__Instructions for the task__.
Wherever the word "Drive" occurs in the lines below, copy the whole line.

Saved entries
━━━━━━━━━━━━━━━━━━━━━━━━━━━━━━

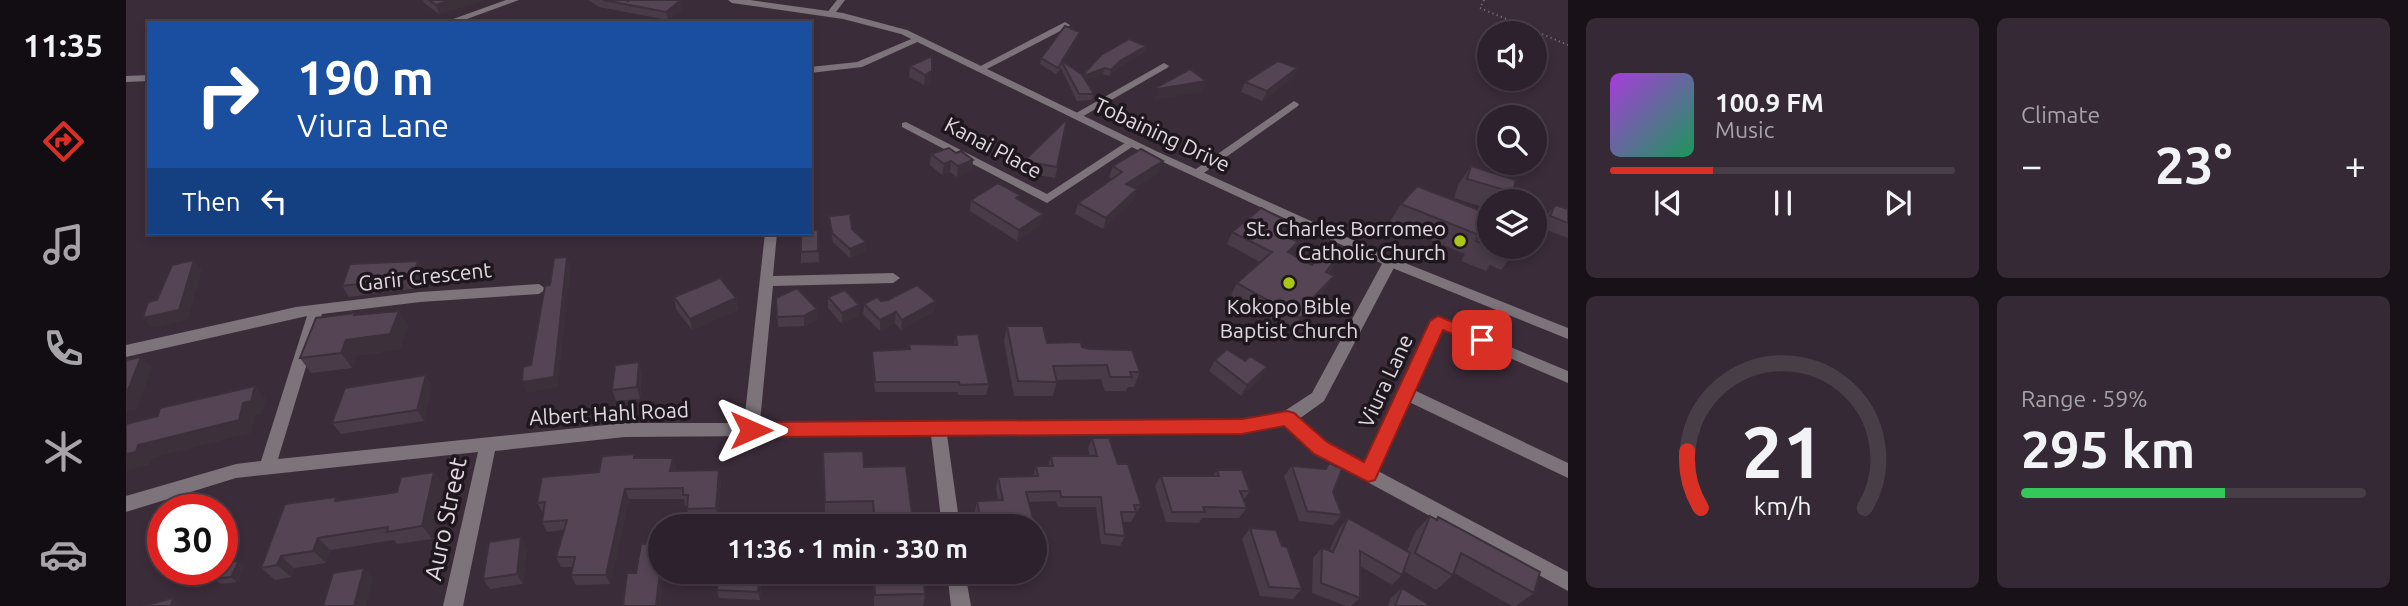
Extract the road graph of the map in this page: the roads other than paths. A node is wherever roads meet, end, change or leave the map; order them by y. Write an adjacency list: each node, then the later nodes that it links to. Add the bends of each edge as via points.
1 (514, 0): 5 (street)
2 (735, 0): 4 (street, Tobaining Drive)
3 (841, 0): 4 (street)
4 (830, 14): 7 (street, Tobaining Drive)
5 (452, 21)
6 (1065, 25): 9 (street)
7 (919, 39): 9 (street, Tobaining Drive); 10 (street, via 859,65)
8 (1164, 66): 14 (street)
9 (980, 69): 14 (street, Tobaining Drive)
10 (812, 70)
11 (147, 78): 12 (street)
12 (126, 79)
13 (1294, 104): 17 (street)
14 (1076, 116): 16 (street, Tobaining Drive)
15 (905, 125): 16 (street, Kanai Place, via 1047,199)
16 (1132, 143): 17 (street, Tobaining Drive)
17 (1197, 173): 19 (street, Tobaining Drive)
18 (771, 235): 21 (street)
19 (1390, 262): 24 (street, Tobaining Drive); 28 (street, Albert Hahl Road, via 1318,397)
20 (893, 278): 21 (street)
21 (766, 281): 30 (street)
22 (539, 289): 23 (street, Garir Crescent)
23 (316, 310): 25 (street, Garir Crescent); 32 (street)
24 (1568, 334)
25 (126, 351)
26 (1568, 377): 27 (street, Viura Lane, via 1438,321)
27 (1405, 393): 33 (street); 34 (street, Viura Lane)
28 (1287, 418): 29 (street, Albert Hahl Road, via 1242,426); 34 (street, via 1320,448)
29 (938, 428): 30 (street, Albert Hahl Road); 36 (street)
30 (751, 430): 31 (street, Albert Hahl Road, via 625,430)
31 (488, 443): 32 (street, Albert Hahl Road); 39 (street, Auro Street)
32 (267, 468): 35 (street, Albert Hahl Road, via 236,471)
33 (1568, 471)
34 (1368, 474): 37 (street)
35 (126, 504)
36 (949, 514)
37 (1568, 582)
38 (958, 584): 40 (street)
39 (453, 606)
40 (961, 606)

━━━━━━━━━━━━━━━━━━━━━━━━━━━━━━

__Your response__.
2 (735, 0): 4 (street, Tobaining Drive)
4 (830, 14): 7 (street, Tobaining Drive)
7 (919, 39): 9 (street, Tobaining Drive); 10 (street, via 859,65)
9 (980, 69): 14 (street, Tobaining Drive)
14 (1076, 116): 16 (street, Tobaining Drive)
16 (1132, 143): 17 (street, Tobaining Drive)
17 (1197, 173): 19 (street, Tobaining Drive)
19 (1390, 262): 24 (street, Tobaining Drive); 28 (street, Albert Hahl Road, via 1318,397)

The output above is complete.